A new initiative between Bard College and the Brooklyn Public library aims to help nontraditional students earn college degrees—for free!

The “microcollege” program will meet students at the library this winter, bringing a fully-accredited Associate in Arts program to those who face the highest barriers to college education.

“By combining the deep experience and diverse resources of both Bard and Brooklyn Public Library, we can provide people who have previously been discouraged or excluded from higher education access to top-tier college-level liberal arts courses on a campus in the heart of Brooklyn,” said Linda Johnson, President & CEO of Brooklyn Public Library.

Lacking a college degree is traditionally one of the biggest barriers to economic mobility, so the program will even provide concurrent classes for the children of attendees, hoping to address some of the obstacles that prevent enrollment.

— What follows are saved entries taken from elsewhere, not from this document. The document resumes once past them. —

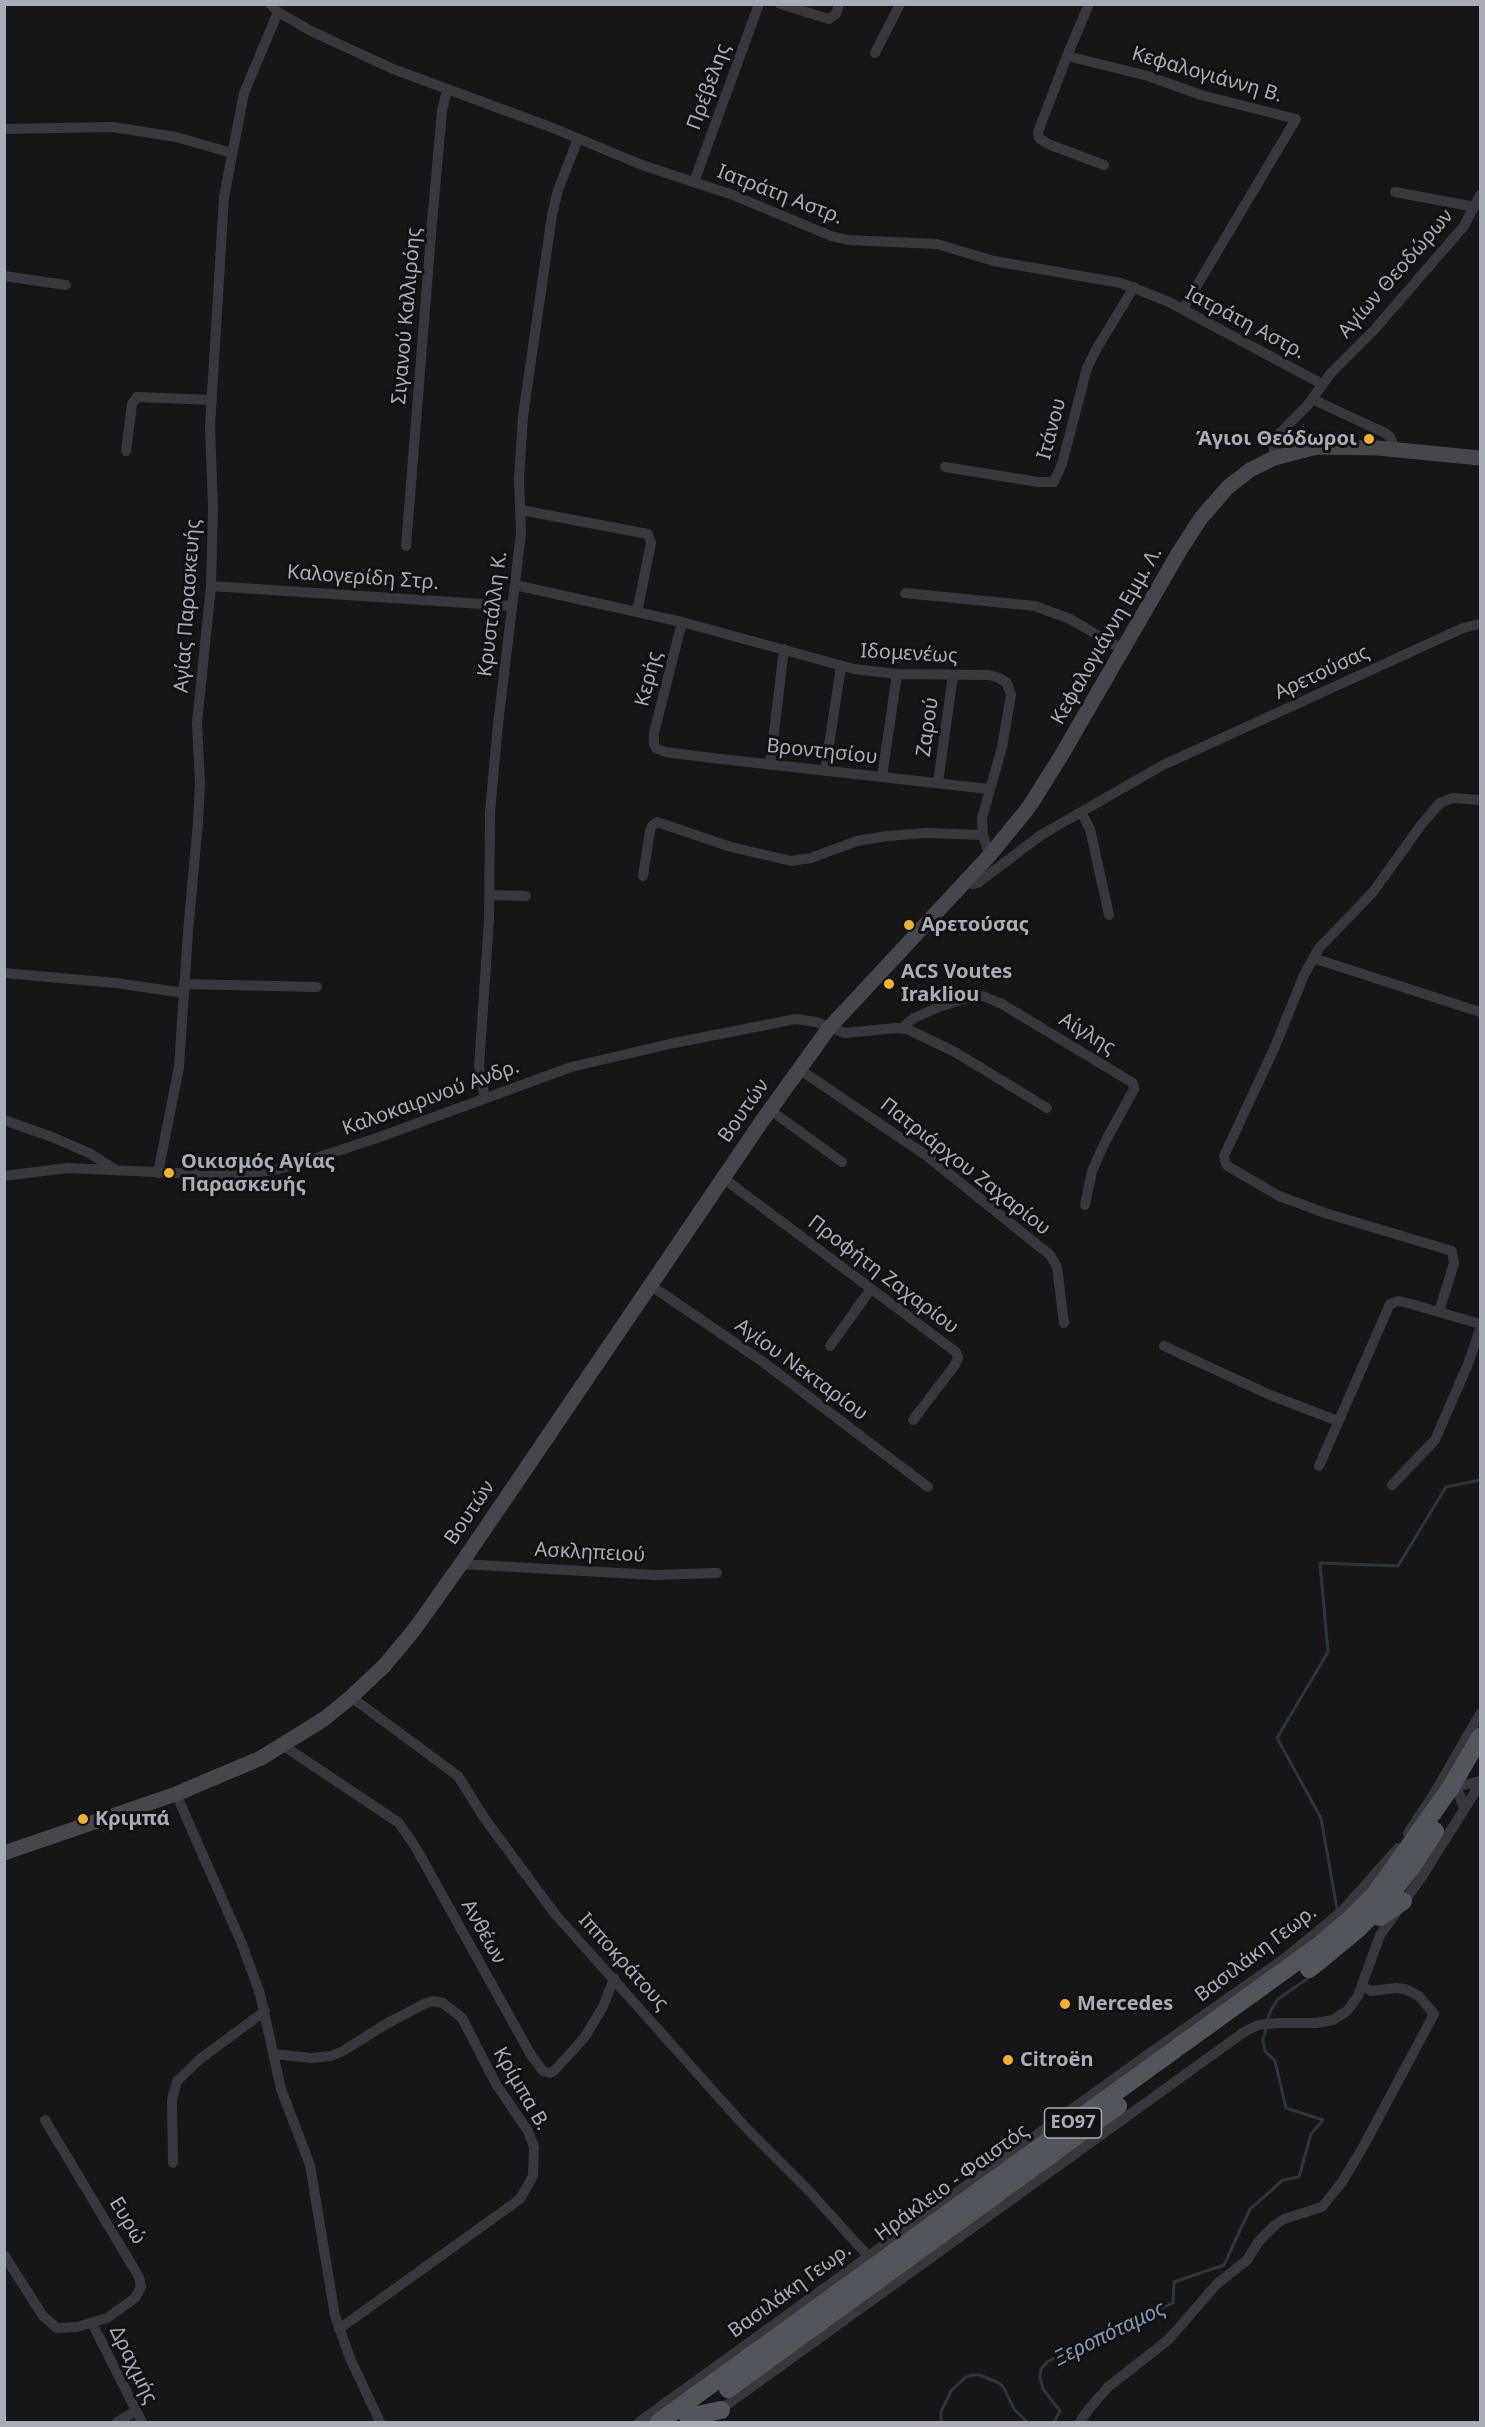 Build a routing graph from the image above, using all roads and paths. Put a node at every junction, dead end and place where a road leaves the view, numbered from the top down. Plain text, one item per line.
1 (759, 4) edge
2 (780, 4) edge
3 (839, 4) edge
4 (900, 4) edge
5 (1089, 4) edge
6 (274, 8) edge
7 (875, 53) dead end
8 (1067, 56) junction
9 (447, 90) junction
10 (4, 129) edge
11 (578, 139) junction
12 (232, 153) junction
13 (1104, 165) dead end
14 (694, 182) junction
15 (1395, 192) dead end
16 (1480, 195) edge
17 (1475, 207) junction
18 (4, 276) edge
19 (66, 285) dead end
20 (1134, 287) junction
21 (1183, 309) junction
22 (1322, 384) junction
23 (1312, 399) junction
24 (212, 400) junction
25 (1396, 450) junction
26 (126, 451) dead end
27 (1274, 458) junction
28 (1480, 458) edge
29 (945, 467) dead end
30 (521, 510) junction
31 (406, 546) dead end
32 (514, 585) junction
33 (211, 586) junction
34 (905, 593) dead end
35 (512, 606) junction
36 (637, 612) junction
37 (682, 622) junction
38 (1480, 624) edge
39 (784, 650) junction
40 (1123, 650) junction
41 (841, 667) junction
42 (897, 674) junction
43 (953, 675) junction
44 (654, 745) joint
45 (770, 765) junction
46 (825, 771) junction
47 (882, 777) junction
48 (938, 783) junction
49 (989, 789) junction
50 (1480, 800) edge
51 (1081, 812) junction
52 (983, 835) junction
53 (989, 856) junction
54 (643, 876) dead end
55 (966, 880) junction
56 (490, 895) junction
57 (526, 896) dead end
58 (1109, 915) dead end
59 (1312, 958) junction
60 (4, 973) edge
61 (317, 987) dead end
62 (184, 988) junction
63 (1480, 1012) edge
64 (829, 1028) junction
65 (902, 1028) junction
66 (799, 1069) junction
67 (485, 1098) junction
68 (1047, 1108) dead end
69 (770, 1110) junction
70 (4, 1120) edge
71 (842, 1162) dead end
72 (119, 1172) junction
73 (158, 1173) junction
74 (4, 1176) edge
75 (723, 1178) junction
76 (1085, 1205) dead end
77 (650, 1285) junction
78 (871, 1289) junction
79 (1439, 1312) junction
80 (1064, 1323) dead end
81 (1480, 1327) edge
82 (830, 1346) dead end
83 (1164, 1346) dead end
84 (913, 1420) dead end
85 (1338, 1421) junction
86 (1319, 1466) dead end
87 (1392, 1485) dead end
88 (928, 1487) dead end
89 (461, 1564) junction
90 (717, 1573) dead end
91 (351, 1697) junction
92 (1480, 1714) edge
93 (1480, 1737) edge
94 (284, 1746) junction
95 (1456, 1756) junction
96 (1480, 1758) edge
97 (1458, 1790) edge
98 (176, 1794) junction
99 (4, 1853) edge
100 (1403, 1901) junction
101 (1330, 1953) junction
102 (614, 1978) junction
103 (1362, 1986) junction
104 (265, 2011) junction
105 (1172, 2051) junction
106 (274, 2054) junction
107 (1140, 2060) junction
108 (45, 2120) dead end
109 (173, 2163) dead end
110 (4, 2255) edge
111 (868, 2257) junction
112 (854, 2298) junction
113 (92, 2323) junction
114 (838, 2327) junction
115 (339, 2330) junction
116 (721, 2410) joint
117 (136, 2411) junction
118 (691, 2421) edge
119 (117, 2422) edge
120 (142, 2422) edge
121 (380, 2422) edge
122 (639, 2422) edge
123 (659, 2422) edge
124 (1080, 2422) edge

1 - 14 street, Πρέβελης
2 - 3 street
4 - 7 street
5 - 8 street
6 - 9 street, Ιατράτη Αστρ.
6 - 12 street, Αγίας Παρασκευής
8 - 13 street
8 - 21 street, Κεφαλογιάννη Β.
9 - 11 street, Ιατράτη Αστρ.
9 - 31 street, Σιγανού Καλλιρόης
10 - 12 street
11 - 14 street, Ιατράτη Αστρ.
11 - 30 street, Κρυστάλλη Κ.
12 - 24 street, Αγίας Παρασκευής
14 - 20 street, Ιατράτη Αστρ.
15 - 17 street
16 - 17 street, Αγίων Θεοδώρων
17 - 22 street, Αγίων Θεοδώρων
18 - 19 street
20 - 21 street, Ιατράτη Αστρ.
20 - 29 street, Ιτάνου
21 - 22 street, Ιατράτη Αστρ.
22 - 23 street, Αγίων Θεοδώρων
23 - 25 street
23 - 27 street, Αγίων Θεοδώρων
24 - 26 street
24 - 33 street, Αγίας Παρασκευής
25 - 27 main road, Κεφαλογιάννη Εμμ. Λ.
25 - 28 main road, Κεφαλογιάννη Εμμ. Λ.
27 - 40 main road, Κεφαλογιάννη Εμμ. Λ.
30 - 32 street, Κρυστάλλη Κ.
30 - 36 street
32 - 35 street, Κρυστάλλη Κ.
32 - 36 street, Ιδομενέως
33 - 35 street, Καλογερίδη Στρ.
33 - 62 street, Αγίας Παρασκευής
34 - 40 street
35 - 56 street, Κρυστάλλη Κ.
36 - 37 street, Ιδομενέως
37 - 39 street, Ιδομενέως
37 - 44 street, Κερής
38 - 51 street, Αρετούσας
39 - 41 street, Ιδομενέως
39 - 45 street
40 - 53 main road, Κεφαλογιάννη Εμμ. Λ.
41 - 42 street, Ιδομενέως
41 - 46 street
42 - 43 street, Ιδομενέως
42 - 47 street
43 - 48 street, Ζαρού
43 - 49 street, Ιδομενέως
44 - 45 street, Βροντησίου
45 - 46 street, Βροντησίου
46 - 47 street, Βροντησίου
47 - 48 street, Βροντησίου
48 - 49 street, Βροντησίου
49 - 52 street, Ιδομενέως
50 - 59 street
51 - 55 street, Αρετούσας
51 - 58 street
52 - 53 street, Ιδομενέως
52 - 54 street
53 - 55 main road, Κεφαλογιάννη Εμμ. Λ.
55 - 64 main road, Κεφαλογιάννη Εμμ. Λ.
56 - 57 street
56 - 67 street, Κρυστάλλη Κ.
59 - 63 street
59 - 79 street
60 - 62 street
61 - 62 street
62 - 73 street, Αγίας Παρασκευής
64 - 65 street, Καλοκαιρινού Ανδρ.
64 - 66 main road, Βουτών
64 - 67 street, Καλοκαιρινού Ανδρ.
65 - 68 street
65 - 76 street, Αίγλης
66 - 69 main road, Βουτών
66 - 80 street, Πατριάρχου Ζαχαρίου
67 - 73 street, Καλοκαιρινού Ανδρ.
69 - 71 street
69 - 75 main road, Βουτών
70 - 72 street
72 - 73 street, Καλοκαιρινού Ανδρ.
72 - 74 street, Καλοκαιρινού Ανδρ.
75 - 77 main road, Βουτών
75 - 78 street, Προφήτη Ζαχαρίου
77 - 88 street, Αγίου Νεκταρίου
77 - 89 main road, Βουτών
78 - 82 street
78 - 84 street, Προφήτη Ζαχαρίου
79 - 81 street
79 - 85 street
81 - 87 street
83 - 85 street
85 - 86 street
89 - 90 street, Ασκληπειού
89 - 91 main road, Βουτών
91 - 94 main road, Βουτών
91 - 102 street, Ιπποκράτους
92 - 95 street
93 - 97 main road, Ηράκλειο - Φαιστός / ΕΟ97
94 - 98 main road, Βουτών
94 - 102 street, Ανθέων
95 - 97 street
95 - 97 street
96 - 97 main road, Ηράκλειο - Φαιστός / ΕΟ97
97 - 100 street
97 - 101 main road, Ηράκλειο - Φαιστός / ΕΟ97
97 - 105 main road, Ηράκλειο - Φαιστός / ΕΟ97
97 - 107 street, Βασιλάκη Γεωρ.
98 - 99 main road, Βουτών
98 - 104 street
100 - 101 main road
100 - 103 street
101 - 112 main road, Ηράκλειο - Φαιστός / ΕΟ97
102 - 111 street, Ιπποκράτους
103 - 114 street
103 - 124 street
104 - 106 street
104 - 109 street
105 - 107 main road
105 - 123 main road, Ηράκλειο - Φαιστός / ΕΟ97
106 - 115 street
106 - 115 street, Κρίμπα Β.
107 - 111 street, Βασιλάκη Γεωρ.
108 - 113 street, Ευρώ
110 - 113 street
111 - 122 street, Βασιλάκη Γεωρ.
112 - 114 main road
112 - 118 main road, Ηράκλειο - Φαιστός / ΕΟ97
113 - 117 street, Δραχμής
114 - 116 street
115 - 121 street
116 - 118 main road
117 - 119 street
117 - 120 street, Δραχμής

While many lower-income students are targeted for vocational program, this liberal arts program will instead dive into the literary canon, employing Bard professors and the resources of the Brooklyn Public Library to teach students.

Admissions will take place in-person at Brooklyn libraries throughout November and students don’t need standardized test scores or transcripts to apply. The initial cohort of 16 students will find out if they made the cut in December, then begin classes in January 2018 at the Central Library in Prospect Heights.

Potential students can apply online and find out more information via microcollege.bard.edu.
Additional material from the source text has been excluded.